Stored items
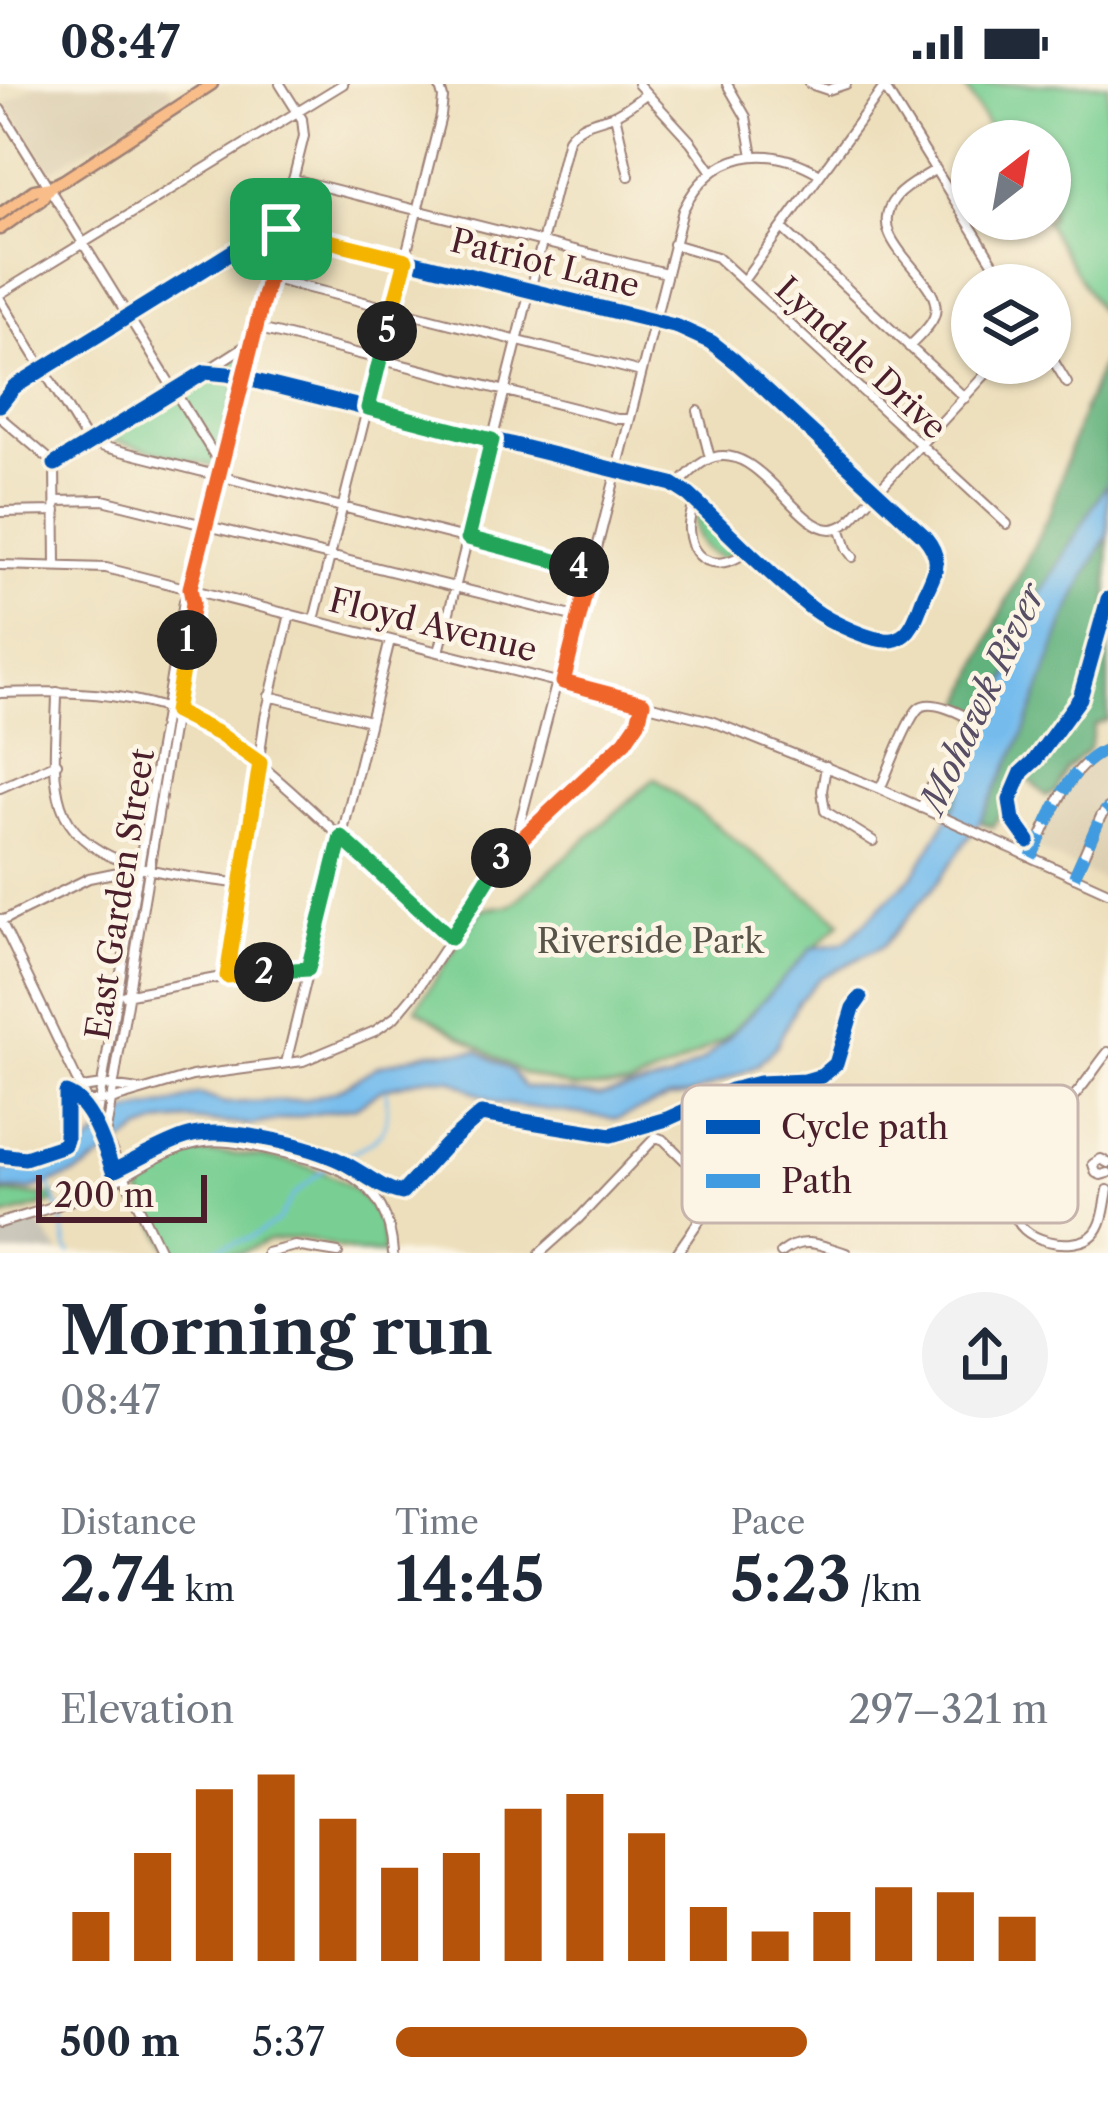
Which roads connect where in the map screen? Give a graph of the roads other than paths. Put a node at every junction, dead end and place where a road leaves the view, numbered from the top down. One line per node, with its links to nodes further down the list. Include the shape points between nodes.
1 (212, 84): 20 (main road)
2 (280, 84): 12 (street)
3 (344, 84): 12 (street)
4 (439, 84): 21 (street, via 443,105)
5 (638, 84): 10 (street)
6 (727, 84): 14 (street, via 746,117)
7 (810, 84): 8 (street)
8 (846, 84)
9 (883, 85): 15 (street); 17 (street)
10 (646, 94): 13 (street); 16 (street)
11 (0, 109): 20 (street)
12 (298, 112): 19 (street, East Garden Street, via 304,136); 27 (street)
13 (615, 115): 18 (street); 26 (street, via 572,132)
14 (753, 156): 16 (street); 17 (street, via 787,158)
15 (936, 169): 30 (street); 42 (street, via 900,192 887,219 936,308)
16 (712, 172): 28 (street, via 689,197)
17 (820, 174): 25 (street)
18 (629, 176)
19 (293, 179): 21 (street); 24 (street, East Garden Street)
20 (50, 187): 22 (main road); 23 (main road); 27 (street)
21 (417, 210): 26 (street); 29 (street)
22 (0, 214)
23 (0, 229)
24 (281, 229): 29 (street, Patriot Lane); 32 (street, East Garden Street); 37 (street)
25 (782, 229): 33 (street); 42 (street)
26 (542, 241): 31 (street); 34 (street)
27 (83, 242): 35 (street); 37 (street)
28 (674, 244): 31 (street); 33 (street, Lyndale Drive, via 717,257)
29 (406, 260): 34 (street, Patriot Lane); 36 (street)
30 (994, 264)
31 (666, 273): 38 (street)
32 (269, 278): 36 (street); 39 (street, East Garden Street)
33 (743, 281): 59 (street, Lyndale Drive)
34 (530, 290): 38 (street, Patriot Lane); 40 (street)
35 (0, 297): 44 (street)
36 (393, 309): 40 (street); 43 (street)
37 (129, 316): 44 (street); 49 (street)
38 (654, 322): 46 (street); 65 (street, Patriot Lane, via 711,342)
39 (256, 328): 41 (street, East Garden Street); 43 (street)
40 (517, 340): 46 (street); 50 (street)
41 (253, 341): 45 (street); 47 (street, East Garden Street)
42 (909, 346): 51 (street)
43 (380, 359): 50 (street); 53 (street)
44 (43, 368): 52 (street); 58 (street)
45 (205, 371): 47 (street); 49 (street)
46 (641, 372): 56 (street)
47 (243, 377): 53 (street); 63 (street, East Garden Street)
48 (977, 384): 51 (street)
49 (175, 390): 58 (street); 63 (street)
50 (505, 390): 56 (street); 57 (street)
51 (965, 398): 59 (street)
52 (0, 405)
53 (368, 408): 57 (street); 68 (street)
54 (698, 411): 60 (street)
55 (0, 417): 61 (street)
56 (629, 419): 62 (street)
57 (492, 440): 62 (street); 73 (street)
58 (91, 443): 61 (street); 63 (street)
59 (921, 446): 65 (street); 70 (street, Lyndale Drive)
60 (710, 458): 64 (street); 72 (street, via 742,460 816,524)
61 (55, 464): 67 (street)
62 (616, 470): 64 (street); 79 (street)
63 (220, 472): 68 (street); 71 (street, East Garden Street)
64 (676, 487): 66 (street)
65 (877, 493): 72 (street); 74 (street, Patriot Lane, via 938,560 902,637 874,638 827,618)
66 (695, 500): 74 (street); 74 (street, via 689,528 707,560 723,565)
67 (56, 506): 69 (street); 71 (street, via 103,500); 78 (street)
68 (344, 507): 73 (street); 75 (street)
69 (0, 512)
70 (1007, 524)
71 (207, 526): 75 (street); 80 (street, East Garden Street)
72 (841, 527): 76 (street)
73 (468, 538): 79 (street); 81 (street)
74 (748, 550)
75 (331, 556): 81 (street); 84 (street)
76 (853, 557)
77 (0, 565): 78 (street, Floyd Avenue)
78 (56, 565): 80 (street, Floyd Avenue)
79 (591, 570): 83 (street)
80 (190, 588): 82 (street, Floyd Avenue); 92 (street, East Garden Street)
81 (455, 589): 83 (street); 86 (street)
82 (290, 614): 84 (street, Floyd Avenue); 90 (street)
83 (580, 618): 87 (street)
84 (314, 620): 85 (street, Floyd Avenue)
85 (390, 640): 86 (street, Floyd Avenue); 93 (street)
86 (439, 652): 87 (street, Floyd Avenue)
87 (560, 681): 91 (street, Floyd Avenue); 106 (street)
88 (57, 692): 89 (street); 92 (street); 95 (street)
89 (0, 693)
90 (269, 696): 93 (street); 96 (street)
91 (643, 703): 97 (street, Floyd Avenue); 106 (street, via 625,741)
92 (170, 710): 96 (street); 109 (street, East Garden Street)
93 (370, 721): 103 (street)
94 (1108, 749): 108 (street, via 1076,770)
95 (57, 763): 98 (street); 107 (street, via 64,814)
96 (260, 763): 103 (street); 112 (street)
97 (826, 766): 99 (street, Floyd Avenue); 105 (street, via 825,811)
98 (0, 788)
99 (880, 790): 100 (street, Floyd Avenue); 100 (street, via 918,709 930,704 969,717 972,734 946,792 930,788)
100 (921, 808): 108 (street, Floyd Avenue)
101 (1108, 808): 104 (street)
102 (1108, 827): 104 (street)
103 (341, 837): 115 (street); 116 (street)
104 (1090, 839): 111 (street)
105 (873, 841)
106 (514, 846): 115 (street)
107 (103, 853): 109 (street); 110 (street)
108 (1031, 856): 111 (street, Floyd Avenue)
109 (144, 868): 110 (street); 112 (street); 118 (street, East Garden Street)
110 (101, 874): 114 (street)
111 (1074, 877): 113 (street, Floyd Avenue)
112 (241, 884): 117 (street)
113 (1108, 892)
114 (1, 920): 122 (street)
115 (451, 938): 120 (street, via 395,1017 362,1038)
116 (308, 969): 117 (street); 120 (street)
117 (227, 976): 118 (street)
118 (123, 996): 121 (street, East Garden Street)
119 (1108, 1052): 124 (street)
120 (286, 1064): 123 (street)
121 (107, 1086): 122 (street); 123 (street); 125 (street, East Garden Street); 127 (street, East Garden Street)
122 (82, 1089): 126 (street)
123 (140, 1090): 125 (street)
124 (1078, 1090)
125 (111, 1100): 127 (street); 128 (street, East Garden Street)
126 (87, 1101): 127 (street); 128 (street)
127 (99, 1102): 128 (street, East Garden Street)
128 (101, 1124): 132 (street, East Garden Street)
129 (682, 1157): 141 (street, via 656,1137)
130 (1108, 1163): 131 (street, via 1094,1164 1096,1173)
131 (1108, 1173)
132 (124, 1177): 134 (street); 137 (street); 140 (street, via 212,1141 324,1163 360,1181 380,1204)
133 (1108, 1190): 136 (street, via 1088,1240 1038,1240)
134 (0, 1223)
135 (699, 1223): 142 (street)
136 (1017, 1223)
137 (161, 1253)
138 (267, 1253): 139 (street, via 295,1246)
139 (338, 1253)
140 (393, 1253)
141 (540, 1253)
142 (677, 1253)
143 (781, 1253): 144 (street, via 807,1241)
144 (846, 1253)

**Work task**.
Pictures are to be dropped; every line of the records is to be returned unchanged.

**Response to this task**.
Which roads connect where in the map screen? Give a graph of the roads other than paths. Put a node at every junction, dead end and place where a road leaves the view, numbered from the top down. One line per node, with its links to nodes further down the list. Include the shape points between nodes.
1 (212, 84): 20 (main road)
2 (280, 84): 12 (street)
3 (344, 84): 12 (street)
4 (439, 84): 21 (street, via 443,105)
5 (638, 84): 10 (street)
6 (727, 84): 14 (street, via 746,117)
7 (810, 84): 8 (street)
8 (846, 84)
9 (883, 85): 15 (street); 17 (street)
10 (646, 94): 13 (street); 16 (street)
11 (0, 109): 20 (street)
12 (298, 112): 19 (street, East Garden Street, via 304,136); 27 (street)
13 (615, 115): 18 (street); 26 (street, via 572,132)
14 (753, 156): 16 (street); 17 (street, via 787,158)
15 (936, 169): 30 (street); 42 (street, via 900,192 887,219 936,308)
16 (712, 172): 28 (street, via 689,197)
17 (820, 174): 25 (street)
18 (629, 176)
19 (293, 179): 21 (street); 24 (street, East Garden Street)
20 (50, 187): 22 (main road); 23 (main road); 27 (street)
21 (417, 210): 26 (street); 29 (street)
22 (0, 214)
23 (0, 229)
24 (281, 229): 29 (street, Patriot Lane); 32 (street, East Garden Street); 37 (street)
25 (782, 229): 33 (street); 42 (street)
26 (542, 241): 31 (street); 34 (street)
27 (83, 242): 35 (street); 37 (street)
28 (674, 244): 31 (street); 33 (street, Lyndale Drive, via 717,257)
29 (406, 260): 34 (street, Patriot Lane); 36 (street)
30 (994, 264)
31 (666, 273): 38 (street)
32 (269, 278): 36 (street); 39 (street, East Garden Street)
33 (743, 281): 59 (street, Lyndale Drive)
34 (530, 290): 38 (street, Patriot Lane); 40 (street)
35 (0, 297): 44 (street)
36 (393, 309): 40 (street); 43 (street)
37 (129, 316): 44 (street); 49 (street)
38 (654, 322): 46 (street); 65 (street, Patriot Lane, via 711,342)
39 (256, 328): 41 (street, East Garden Street); 43 (street)
40 (517, 340): 46 (street); 50 (street)
41 (253, 341): 45 (street); 47 (street, East Garden Street)
42 (909, 346): 51 (street)
43 (380, 359): 50 (street); 53 (street)
44 (43, 368): 52 (street); 58 (street)
45 (205, 371): 47 (street); 49 (street)
46 (641, 372): 56 (street)
47 (243, 377): 53 (street); 63 (street, East Garden Street)
48 (977, 384): 51 (street)
49 (175, 390): 58 (street); 63 (street)
50 (505, 390): 56 (street); 57 (street)
51 (965, 398): 59 (street)
52 (0, 405)
53 (368, 408): 57 (street); 68 (street)
54 (698, 411): 60 (street)
55 (0, 417): 61 (street)
56 (629, 419): 62 (street)
57 (492, 440): 62 (street); 73 (street)
58 (91, 443): 61 (street); 63 (street)
59 (921, 446): 65 (street); 70 (street, Lyndale Drive)
60 (710, 458): 64 (street); 72 (street, via 742,460 816,524)
61 (55, 464): 67 (street)
62 (616, 470): 64 (street); 79 (street)
63 (220, 472): 68 (street); 71 (street, East Garden Street)
64 (676, 487): 66 (street)
65 (877, 493): 72 (street); 74 (street, Patriot Lane, via 938,560 902,637 874,638 827,618)
66 (695, 500): 74 (street); 74 (street, via 689,528 707,560 723,565)
67 (56, 506): 69 (street); 71 (street, via 103,500); 78 (street)
68 (344, 507): 73 (street); 75 (street)
69 (0, 512)
70 (1007, 524)
71 (207, 526): 75 (street); 80 (street, East Garden Street)
72 (841, 527): 76 (street)
73 (468, 538): 79 (street); 81 (street)
74 (748, 550)
75 (331, 556): 81 (street); 84 (street)
76 (853, 557)
77 (0, 565): 78 (street, Floyd Avenue)
78 (56, 565): 80 (street, Floyd Avenue)
79 (591, 570): 83 (street)
80 (190, 588): 82 (street, Floyd Avenue); 92 (street, East Garden Street)
81 (455, 589): 83 (street); 86 (street)
82 (290, 614): 84 (street, Floyd Avenue); 90 (street)
83 (580, 618): 87 (street)
84 (314, 620): 85 (street, Floyd Avenue)
85 (390, 640): 86 (street, Floyd Avenue); 93 (street)
86 (439, 652): 87 (street, Floyd Avenue)
87 (560, 681): 91 (street, Floyd Avenue); 106 (street)
88 (57, 692): 89 (street); 92 (street); 95 (street)
89 (0, 693)
90 (269, 696): 93 (street); 96 (street)
91 (643, 703): 97 (street, Floyd Avenue); 106 (street, via 625,741)
92 (170, 710): 96 (street); 109 (street, East Garden Street)
93 (370, 721): 103 (street)
94 (1108, 749): 108 (street, via 1076,770)
95 (57, 763): 98 (street); 107 (street, via 64,814)
96 (260, 763): 103 (street); 112 (street)
97 (826, 766): 99 (street, Floyd Avenue); 105 (street, via 825,811)
98 (0, 788)
99 (880, 790): 100 (street, Floyd Avenue); 100 (street, via 918,709 930,704 969,717 972,734 946,792 930,788)
100 (921, 808): 108 (street, Floyd Avenue)
101 (1108, 808): 104 (street)
102 (1108, 827): 104 (street)
103 (341, 837): 115 (street); 116 (street)
104 (1090, 839): 111 (street)
105 (873, 841)
106 (514, 846): 115 (street)
107 (103, 853): 109 (street); 110 (street)
108 (1031, 856): 111 (street, Floyd Avenue)
109 (144, 868): 110 (street); 112 (street); 118 (street, East Garden Street)
110 (101, 874): 114 (street)
111 (1074, 877): 113 (street, Floyd Avenue)
112 (241, 884): 117 (street)
113 (1108, 892)
114 (1, 920): 122 (street)
115 (451, 938): 120 (street, via 395,1017 362,1038)
116 (308, 969): 117 (street); 120 (street)
117 (227, 976): 118 (street)
118 (123, 996): 121 (street, East Garden Street)
119 (1108, 1052): 124 (street)
120 (286, 1064): 123 (street)
121 (107, 1086): 122 (street); 123 (street); 125 (street, East Garden Street); 127 (street, East Garden Street)
122 (82, 1089): 126 (street)
123 (140, 1090): 125 (street)
124 (1078, 1090)
125 (111, 1100): 127 (street); 128 (street, East Garden Street)
126 (87, 1101): 127 (street); 128 (street)
127 (99, 1102): 128 (street, East Garden Street)
128 (101, 1124): 132 (street, East Garden Street)
129 (682, 1157): 141 (street, via 656,1137)
130 (1108, 1163): 131 (street, via 1094,1164 1096,1173)
131 (1108, 1173)
132 (124, 1177): 134 (street); 137 (street); 140 (street, via 212,1141 324,1163 360,1181 380,1204)
133 (1108, 1190): 136 (street, via 1088,1240 1038,1240)
134 (0, 1223)
135 (699, 1223): 142 (street)
136 (1017, 1223)
137 (161, 1253)
138 (267, 1253): 139 (street, via 295,1246)
139 (338, 1253)
140 (393, 1253)
141 (540, 1253)
142 (677, 1253)
143 (781, 1253): 144 (street, via 807,1241)
144 (846, 1253)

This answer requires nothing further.